Dopo aver analizzato approfonditamente il reperto fossile e aver portato a termine un brainstorming con l’amico paleontologo, Baldassarre utilizza le proprie capacità di grafico per dare forma, attraverso uno specifico software 3D, al fossile stesso. L’essere vivente, a questo punto, riprende a vivere dentro allo schermo del computer.
È in questa fase del processo che interviene un’azienda belga, la stessa che stampa dei pezzi di ricambio anche per la Ferrari, la quale in sole ventiquattr’ore trasforma il file in un modello, utilizzando del materiale plastico atossico, e lo spedisce a Trieste.
Di Silvestro e Baldassarre sono gli unici ad applicare questa tecnologia 3D alla paleontologia, al punto che le più importanti realtà museali internazionali hanno creduto nel loro progetto.
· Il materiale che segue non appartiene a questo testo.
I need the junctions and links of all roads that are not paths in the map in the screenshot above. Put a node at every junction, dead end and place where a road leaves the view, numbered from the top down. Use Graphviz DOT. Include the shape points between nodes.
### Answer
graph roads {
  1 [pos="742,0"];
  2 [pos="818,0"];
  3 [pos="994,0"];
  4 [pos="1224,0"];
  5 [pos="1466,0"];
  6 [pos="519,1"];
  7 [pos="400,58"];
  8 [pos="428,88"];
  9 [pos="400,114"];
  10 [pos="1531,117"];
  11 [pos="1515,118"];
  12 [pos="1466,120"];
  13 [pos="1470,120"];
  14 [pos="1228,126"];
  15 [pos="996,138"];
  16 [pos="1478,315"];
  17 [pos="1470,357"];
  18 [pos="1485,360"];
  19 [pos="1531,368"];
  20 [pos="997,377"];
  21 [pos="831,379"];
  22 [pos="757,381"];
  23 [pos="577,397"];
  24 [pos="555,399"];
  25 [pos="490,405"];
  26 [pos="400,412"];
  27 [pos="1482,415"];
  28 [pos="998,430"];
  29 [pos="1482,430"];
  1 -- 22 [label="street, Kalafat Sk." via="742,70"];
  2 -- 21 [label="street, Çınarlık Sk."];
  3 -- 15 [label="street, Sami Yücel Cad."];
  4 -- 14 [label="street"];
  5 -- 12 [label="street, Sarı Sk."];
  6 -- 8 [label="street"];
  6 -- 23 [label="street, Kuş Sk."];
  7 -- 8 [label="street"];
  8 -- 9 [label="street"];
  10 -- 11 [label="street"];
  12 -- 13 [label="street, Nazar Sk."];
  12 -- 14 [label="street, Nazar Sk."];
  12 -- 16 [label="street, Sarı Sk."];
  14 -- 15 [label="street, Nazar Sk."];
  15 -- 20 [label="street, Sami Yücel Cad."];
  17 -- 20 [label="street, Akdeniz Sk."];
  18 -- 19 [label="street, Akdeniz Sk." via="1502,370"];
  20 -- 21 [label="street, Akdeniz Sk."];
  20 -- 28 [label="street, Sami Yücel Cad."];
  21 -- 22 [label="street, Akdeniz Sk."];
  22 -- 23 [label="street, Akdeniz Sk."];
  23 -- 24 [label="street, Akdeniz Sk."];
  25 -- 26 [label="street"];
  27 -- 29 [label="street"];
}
I loro modelli, infatti, sono stati acquistati dal Royal Ontarium Museum di Toronto, dal museo della scienza Tamarokuto di Tokyo e da un parco paleontologico della Corea del Sud. «Secondo dei docenti giapponesi - racconta con orgoglio Di Silvestro - i nostri modelli sono i migliori per la didattica». La loro unicità è rappresentata da una precisione nei dettagli che non è riproducibile attraverso altri sistemi di stampa. La ditta belga Materialize, infatti, è leader mondiale nel settore e utilizza dei macchinari del valore di diverse centinaia di migliaia di euro. Le competenze scientifiche di Baldassarre e Di Silvestro, inoltre, rendono i loro lavori scientificamente ineccepibili.
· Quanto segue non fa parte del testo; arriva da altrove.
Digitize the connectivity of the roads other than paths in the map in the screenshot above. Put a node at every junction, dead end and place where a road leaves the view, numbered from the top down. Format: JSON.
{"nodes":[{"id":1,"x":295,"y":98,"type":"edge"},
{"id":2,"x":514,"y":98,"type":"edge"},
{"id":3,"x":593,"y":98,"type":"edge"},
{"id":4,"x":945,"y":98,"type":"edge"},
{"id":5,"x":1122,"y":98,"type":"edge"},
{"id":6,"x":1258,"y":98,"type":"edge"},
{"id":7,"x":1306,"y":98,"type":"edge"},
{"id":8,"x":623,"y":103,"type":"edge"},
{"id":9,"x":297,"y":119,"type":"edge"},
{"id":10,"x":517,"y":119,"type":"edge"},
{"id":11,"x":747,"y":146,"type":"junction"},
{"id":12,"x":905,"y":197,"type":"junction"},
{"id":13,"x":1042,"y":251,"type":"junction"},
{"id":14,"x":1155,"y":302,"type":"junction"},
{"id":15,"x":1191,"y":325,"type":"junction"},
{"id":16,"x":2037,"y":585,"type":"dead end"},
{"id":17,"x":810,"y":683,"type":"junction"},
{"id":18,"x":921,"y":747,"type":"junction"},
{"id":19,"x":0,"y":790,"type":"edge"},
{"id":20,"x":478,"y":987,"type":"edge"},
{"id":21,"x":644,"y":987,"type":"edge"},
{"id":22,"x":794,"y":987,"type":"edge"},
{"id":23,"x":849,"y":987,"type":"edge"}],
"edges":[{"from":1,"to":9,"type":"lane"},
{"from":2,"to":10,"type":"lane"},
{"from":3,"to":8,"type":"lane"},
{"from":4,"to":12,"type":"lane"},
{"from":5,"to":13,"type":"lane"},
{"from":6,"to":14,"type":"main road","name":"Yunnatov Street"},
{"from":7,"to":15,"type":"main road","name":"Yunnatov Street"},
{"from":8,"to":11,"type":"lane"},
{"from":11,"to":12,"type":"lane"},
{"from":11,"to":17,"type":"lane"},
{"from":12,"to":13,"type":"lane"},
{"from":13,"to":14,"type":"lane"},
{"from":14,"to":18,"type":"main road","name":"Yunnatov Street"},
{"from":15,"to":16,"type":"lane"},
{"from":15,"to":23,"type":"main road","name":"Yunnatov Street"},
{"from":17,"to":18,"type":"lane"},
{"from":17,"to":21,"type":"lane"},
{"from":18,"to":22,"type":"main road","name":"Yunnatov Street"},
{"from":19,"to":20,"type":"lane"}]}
L’intero processo di lavorazione termina con quella che in molti hanno definito una vera e propria chicca. Si tratta dell’intervento del modellista Roberto Boschian, presidente dell’associazione Cims di Trieste. «Noi portiamo a termine lo studio per utilizzare i colori che si avvicinino il più possibile al reale - spiega Di Silvestro -, mentre è lui a pitturare i lavorati, sfruttando le sue indiscusse capacità da modellista». Di Silvestro, che ha fondato la Trilobite Design Italia, prepara e vende prodotti paleontologici, quali i fossili, ai musei e ai privati. L’avventura in 3D, che lo vede al fianco dell’amico architetto, gli permette di ampliare la propria offerta commerciale. «Con i nostri modelli - sottolinea il paleontologo di origini abruzzesi - il fruitore di un museo non è più passivo. Il nostro progetto fornisce nuovi strumenti di conoscenza alle persone e risponde alle esigenze di una musealità moderna».
I campi di applicazione di questi modelli sono teoricamente infiniti. «Potremmo rendere “vivi” i batteri - continua -, in modo da fornire strumenti didattici per una campagna di vaccinazione. Il Museo del mare di Trieste? Potremmo curare tutta l’esposizione didattica, come potremmo aiutare gli ipovedenti nella visita di qualsiasi polo museale». L’idea di fondo del progetto è quella di scardinare il paradigma di ogni esposizione, che prevede una vetrina fra il visitatore e il reperto museale. «Il tradizionale approccio ai musei - così Di Silvestro - deve fondersi con una nuova modalità di interazione, altrimenti non ci si può lamentare se la gente diserta questo tipo di esposizioni». Non è tutto oro, però, ciò che luccica. Questo progetto ha preso vita al tavolino di un caffè. Di Silvestro e Baldassarre non hanno bisogno di particolari strutture, infatti, ma necessitano di un po’ di tranquillità, che equivale alla possibilità di disporre di tempo e di denaro. «Ci siamo autofinanziati - conclude il paleontologo -. Abbiamo dimostrato di essere in grado di accollarci un rischio, ma adesso abbiamo bisogno che qualcuno creda nel nostro progetto».